I never liked Stravinsky's own recordings that much, in Petrouchka he's very rude, he underplays the gentle passages very much and in Le Sacre he's too fast in some parts and therefore not powerfull enough.
I've listened to many records and I must say I quite like a lot of recordings of Le Sacre, but there aren't that many good Petrouchkas.
The only one I almost like as much as Boulez' is Dorati's and Boulez' earlier one for Sony
Boulez might seem a bit unexiting at first glance, but his version is very accurate, precise, sharp and constant moving...his natural phrasing makes his version much more fluid, forward moving, where others stop the music at times, wanting to add too much contrasts in tempi at certain parts.

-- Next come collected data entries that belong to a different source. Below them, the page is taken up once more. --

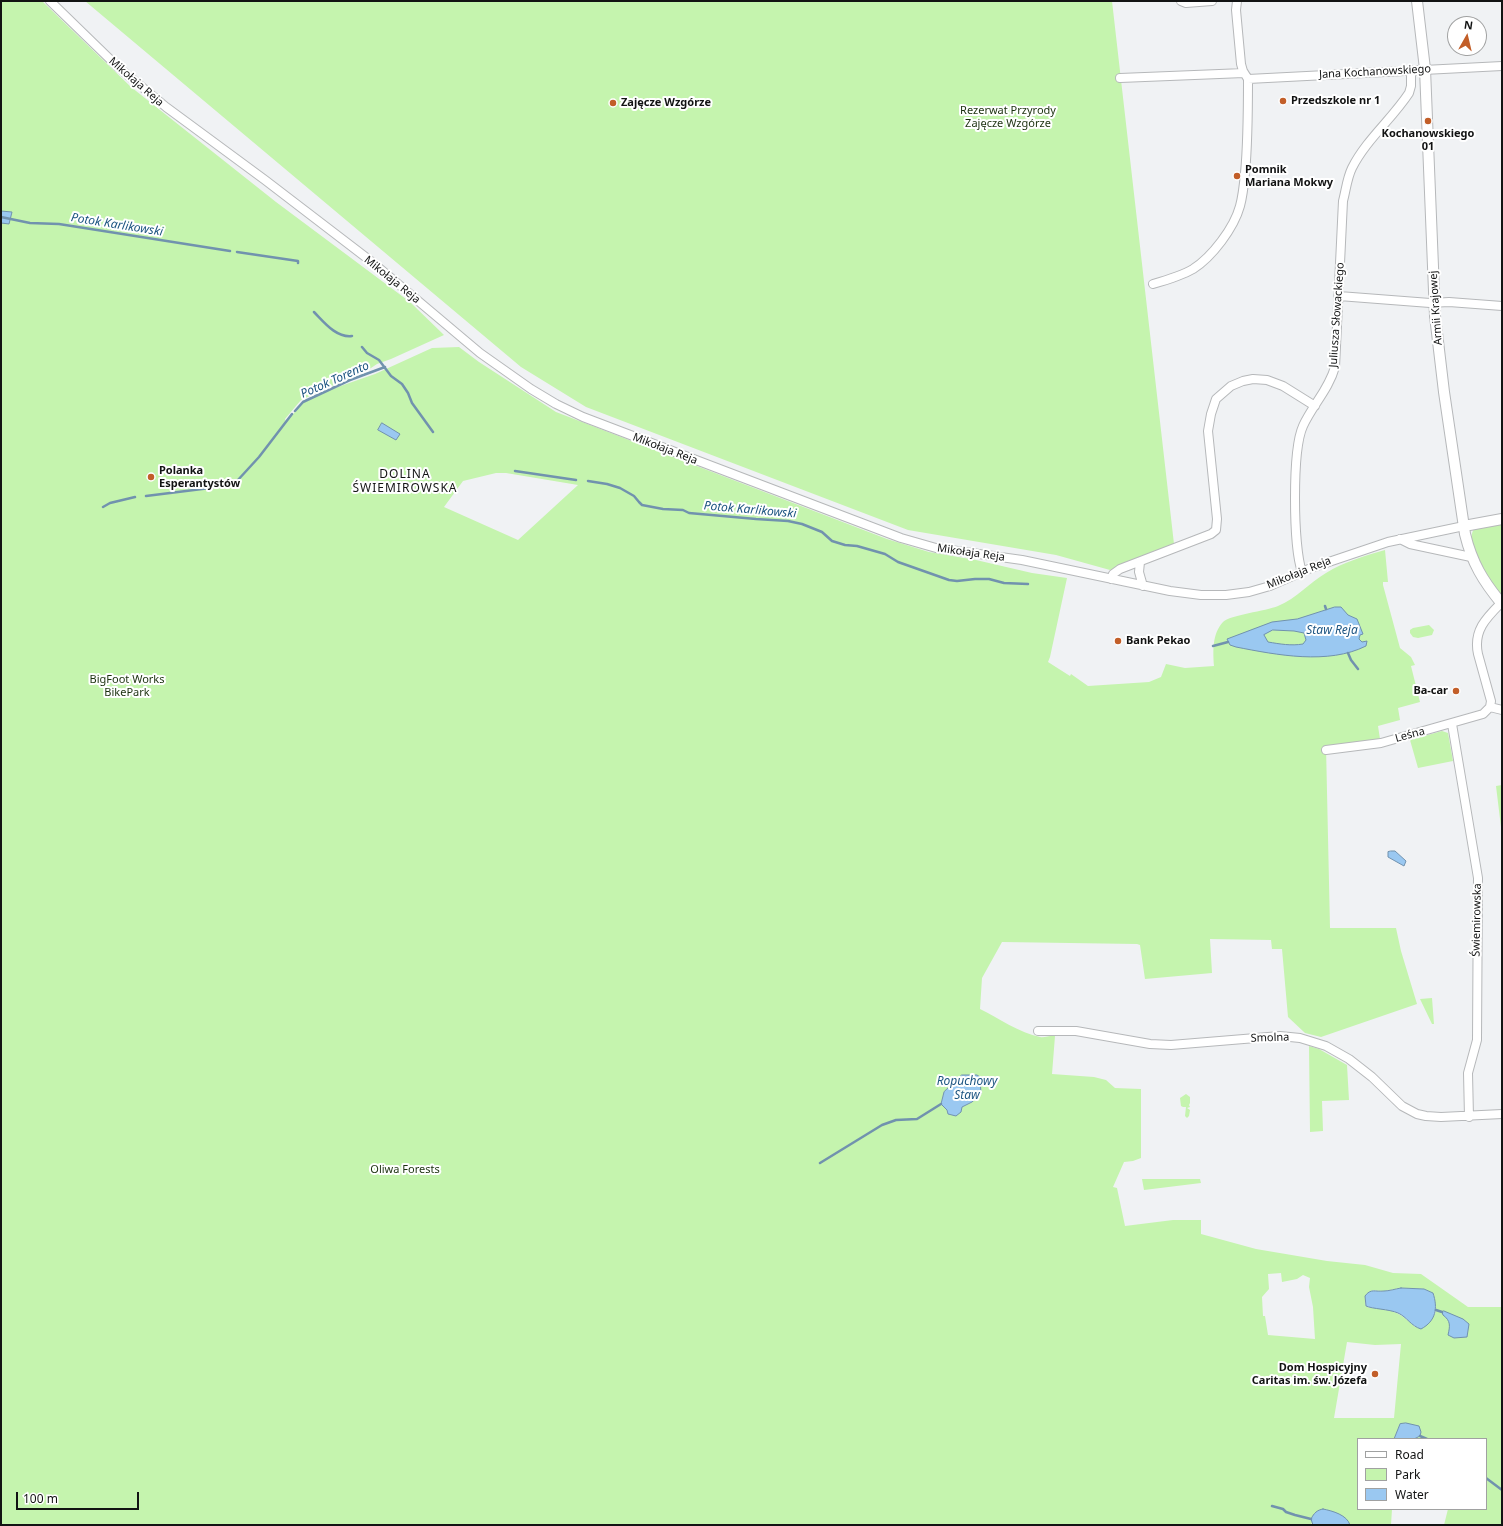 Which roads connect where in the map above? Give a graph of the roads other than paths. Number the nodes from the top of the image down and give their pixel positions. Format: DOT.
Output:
graph roads {
  1 [pos="50,1"];
  2 [pos="1181,1"];
  3 [pos="1212,1"];
  4 [pos="1232,1"];
  5 [pos="1237,1"];
  6 [pos="1417,1"];
  7 [pos="1502,66"];
  8 [pos="1425,69"];
  9 [pos="1411,70"];
  10 [pos="1246,76"];
  11 [pos="1120,78"];
  12 [pos="1153,284"];
  13 [pos="1339,296"];
  14 [pos="1434,303"];
  15 [pos="1502,306"];
  16 [pos="1315,406"];
  17 [pos="1502,519"];
  18 [pos="1464,526"];
  19 [pos="1400,539"];
  20 [pos="1471,557"];
  21 [pos="1140,562"];
  22 [pos="1302,572"];
  23 [pos="1111,580"];
  24 [pos="1143,586"];
  25 [pos="1502,603"];
  26 [pos="1490,707"];
  27 [pos="1502,710"];
  28 [pos="1452,724"];
  29 [pos="1326,750"];
  30 [pos="1038,1031"];
  31 [pos="1502,1114"];
  32 [pos="1469,1117"];
  1 -- 23 [label="street, Mikołaja Reja"];
  2 -- 3 [label="street"];
  4 -- 5 [label="street"];
  5 -- 10 [label="street"];
  6 -- 8 [label="street, Armii Krajowej"];
  7 -- 8 [label="street, Jana Kochanowskiego"];
  8 -- 9 [label="street, Jana Kochanowskiego"];
  8 -- 14 [label="street, Armii Krajowej"];
  9 -- 10 [label="street, Jana Kochanowskiego"];
  9 -- 13 [label="street, Juliusza Słowackiego"];
  10 -- 11 [label="street, Jana Kochanowskiego"];
  10 -- 12 [label="street"];
  13 -- 14 [label="street"];
  13 -- 16 [label="street, Juliusza Słowackiego"];
  14 -- 15 [label="street"];
  14 -- 18 [label="street, Armii Krajowej"];
  16 -- 21 [label="street"];
  16 -- 22 [label="street, Juliusza Słowackiego"];
  17 -- 18 [label="street, Mikołaja Reja"];
  18 -- 19 [label="street, Mikołaja Reja"];
  18 -- 20 [label="street, Armii Krajowej"];
  19 -- 20 [label="street"];
  19 -- 22 [label="street, Mikołaja Reja"];
  20 -- 25 [label="street, Armii Krajowej"];
  21 -- 23 [label="street"];
  21 -- 24 [label="street"];
  22 -- 24 [label="street, Mikołaja Reja"];
  23 -- 24 [label="street, Mikołaja Reja"];
  25 -- 26 [label="street"];
  26 -- 27 [label="street"];
  26 -- 28 [label="street, Leśna"];
  28 -- 29 [label="street, Leśna"];
  28 -- 32 [label="street, Świemirowska"];
  30 -- 32 [label="street, Smolna"];
  31 -- 32 [label="street, Smolna"];
}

As a whole Boulez' recording moves along a lot quicker than others, because of his seamless moulding of every single fragmented part...surprising because in some passages he's actually slower than many.
The recording is detailed, spacious and quite refined and maybe that's the reason why many people think it lacks excitement.
Considering only the old records people mention as their favorites, with more direct and louder sound, this doesn't come as a surprise to me.
Yes I would've liked a Mercury Living Presence sound with this Boulez recording, with that sound I'm almost certain many would adore Boulez' Petroushka!"